Collected data:

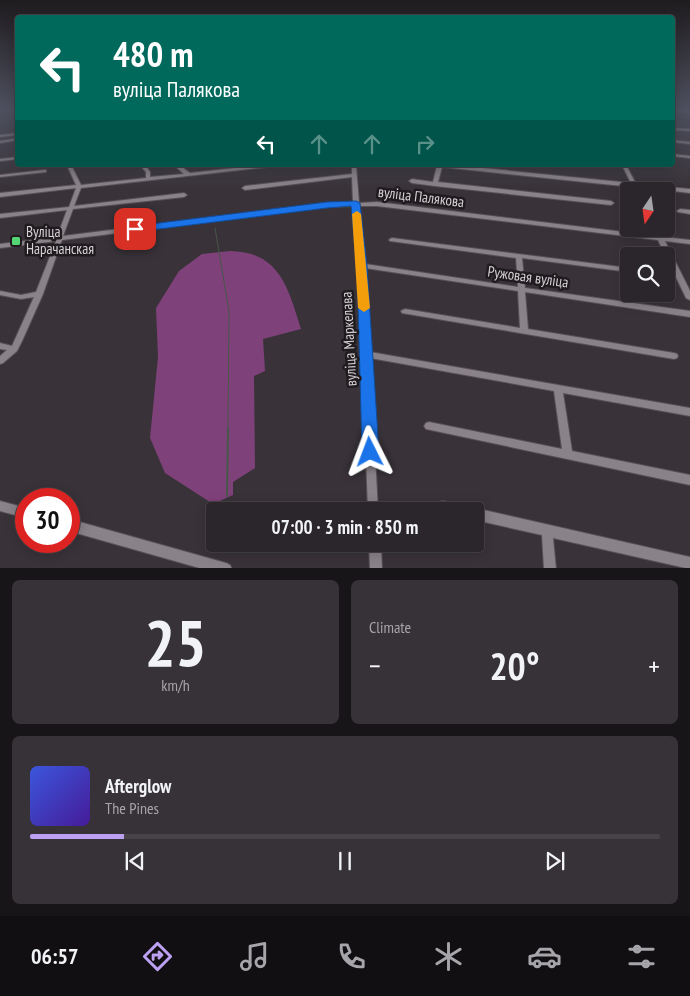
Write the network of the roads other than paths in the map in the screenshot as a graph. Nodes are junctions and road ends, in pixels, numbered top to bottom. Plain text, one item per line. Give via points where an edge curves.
1 (15, 140) edge
2 (675, 141) edge
3 (0, 142) edge
4 (690, 143) edge
5 (675, 155) edge
6 (690, 157) edge
7 (15, 158) edge
8 (0, 160) edge
9 (70, 167) edge
10 (144, 167) edge
11 (179, 167) edge
12 (241, 167) edge
13 (354, 167) edge
14 (439, 167) edge
15 (474, 167) edge
16 (625, 167) edge
17 (44, 172) dead end
18 (188, 174) junction
19 (354, 175) junction
20 (0, 176) edge
21 (148, 179) junction
22 (412, 181) dead end
23 (632, 182) edge
24 (620, 183) edge
25 (435, 184) junction
26 (79, 186) junction
27 (245, 188) dead end
28 (675, 189) edge
29 (690, 191) edge
30 (0, 194) edge
31 (184, 194) dead end
32 (356, 203) junction
33 (611, 203) dead end
34 (71, 208) junction
35 (680, 211) dead end
36 (690, 212) edge
37 (0, 216) edge
38 (620, 233) edge
39 (661, 238) joint
40 (58, 239) junction
41 (392, 240) dead end
42 (690, 242) edge
43 (0, 246) edge
44 (519, 256) junction
45 (362, 266) junction
46 (620, 269) edge
47 (521, 290) junction
48 (0, 293) edge
49 (39, 294) junction
50 (690, 298) edge
51 (405, 311) dead end
52 (690, 314) edge
53 (524, 330) junction
54 (0, 346) edge
55 (14, 348) junction
56 (366, 354) junction
57 (674, 356) dead end
58 (0, 362) edge
59 (558, 388) junction
60 (690, 412) edge
61 (429, 426) dead end
62 (568, 455) junction
63 (690, 480) edge
64 (373, 502) edge
65 (0, 506) edge
66 (15, 510) edge
67 (484, 516) edge
68 (80, 528) edge
69 (546, 530) junction
70 (375, 552) edge
71 (690, 563) edge
72 (226, 568) edge
73 (376, 568) edge
74 (550, 568) edge

1 - 3 street
2 - 4 street
5 - 6 street
7 - 8 street
9 - 26 street
10 - 21 street
11 - 18 street
12 - 18 street
13 - 19 street, вуліца Маркелава
14 - 25 street
15 - 24 street
16 - 23 street
17 - 20 street
18 - 21 street
19 - 27 street
19 - 32 street, вуліца Маркелава
21 - 26 street
22 - 25 street
25 - 33 street
26 - 30 street
26 - 34 street
28 - 29 street
31 - 34 street
32 - 38 street, вуліца Палякова
32 - 40 street, вуліца Палякова
32 - 45 street, вуліца Маркелава
34 - 37 street
34 - 40 street
35 - 36 street
39 - 42 street, вуліца Палякова
39 - 50 street
40 - 43 street, вуліца Палякова
40 - 49 street
41 - 44 street
44 - 46 street
44 - 47 street
45 - 47 street, Ружовая вуліца
45 - 56 street, вуліца Маркелава
47 - 52 street, Ружовая вуліца
47 - 53 street
48 - 49 street via 21,297
49 - 55 street
51 - 53 street
53 - 57 street
54 - 55 street
55 - 58 street
56 - 59 street
56 - 64 street, вуліца Маркелава
59 - 60 street
59 - 62 street
61 - 62 street
62 - 63 street
65 - 66 street
67 - 69 street
68 - 72 street
69 - 71 street
69 - 74 street
70 - 73 street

▶ [EXERCISE REQUIREMENTS]
Each entry above must be printed exactly, apart from its pictures.

▶ [EXPECTED OUTPUT]
Write the network of the roads other than paths in the map in the screenshot as a graph. Nodes are junctions and road ends, in pixels, numbered top to bottom. Plain text, one item per line. Give via points where an edge curves.
1 (15, 140) edge
2 (675, 141) edge
3 (0, 142) edge
4 (690, 143) edge
5 (675, 155) edge
6 (690, 157) edge
7 (15, 158) edge
8 (0, 160) edge
9 (70, 167) edge
10 (144, 167) edge
11 (179, 167) edge
12 (241, 167) edge
13 (354, 167) edge
14 (439, 167) edge
15 (474, 167) edge
16 (625, 167) edge
17 (44, 172) dead end
18 (188, 174) junction
19 (354, 175) junction
20 (0, 176) edge
21 (148, 179) junction
22 (412, 181) dead end
23 (632, 182) edge
24 (620, 183) edge
25 (435, 184) junction
26 (79, 186) junction
27 (245, 188) dead end
28 (675, 189) edge
29 (690, 191) edge
30 (0, 194) edge
31 (184, 194) dead end
32 (356, 203) junction
33 (611, 203) dead end
34 (71, 208) junction
35 (680, 211) dead end
36 (690, 212) edge
37 (0, 216) edge
38 (620, 233) edge
39 (661, 238) joint
40 (58, 239) junction
41 (392, 240) dead end
42 (690, 242) edge
43 (0, 246) edge
44 (519, 256) junction
45 (362, 266) junction
46 (620, 269) edge
47 (521, 290) junction
48 (0, 293) edge
49 (39, 294) junction
50 (690, 298) edge
51 (405, 311) dead end
52 (690, 314) edge
53 (524, 330) junction
54 (0, 346) edge
55 (14, 348) junction
56 (366, 354) junction
57 (674, 356) dead end
58 (0, 362) edge
59 (558, 388) junction
60 (690, 412) edge
61 (429, 426) dead end
62 (568, 455) junction
63 (690, 480) edge
64 (373, 502) edge
65 (0, 506) edge
66 (15, 510) edge
67 (484, 516) edge
68 (80, 528) edge
69 (546, 530) junction
70 (375, 552) edge
71 (690, 563) edge
72 (226, 568) edge
73 (376, 568) edge
74 (550, 568) edge

1 - 3 street
2 - 4 street
5 - 6 street
7 - 8 street
9 - 26 street
10 - 21 street
11 - 18 street
12 - 18 street
13 - 19 street, вуліца Маркелава
14 - 25 street
15 - 24 street
16 - 23 street
17 - 20 street
18 - 21 street
19 - 27 street
19 - 32 street, вуліца Маркелава
21 - 26 street
22 - 25 street
25 - 33 street
26 - 30 street
26 - 34 street
28 - 29 street
31 - 34 street
32 - 38 street, вуліца Палякова
32 - 40 street, вуліца Палякова
32 - 45 street, вуліца Маркелава
34 - 37 street
34 - 40 street
35 - 36 street
39 - 42 street, вуліца Палякова
39 - 50 street
40 - 43 street, вуліца Палякова
40 - 49 street
41 - 44 street
44 - 46 street
44 - 47 street
45 - 47 street, Ружовая вуліца
45 - 56 street, вуліца Маркелава
47 - 52 street, Ружовая вуліца
47 - 53 street
48 - 49 street via 21,297
49 - 55 street
51 - 53 street
53 - 57 street
54 - 55 street
55 - 58 street
56 - 59 street
56 - 64 street, вуліца Маркелава
59 - 60 street
59 - 62 street
61 - 62 street
62 - 63 street
65 - 66 street
67 - 69 street
68 - 72 street
69 - 71 street
69 - 74 street
70 - 73 street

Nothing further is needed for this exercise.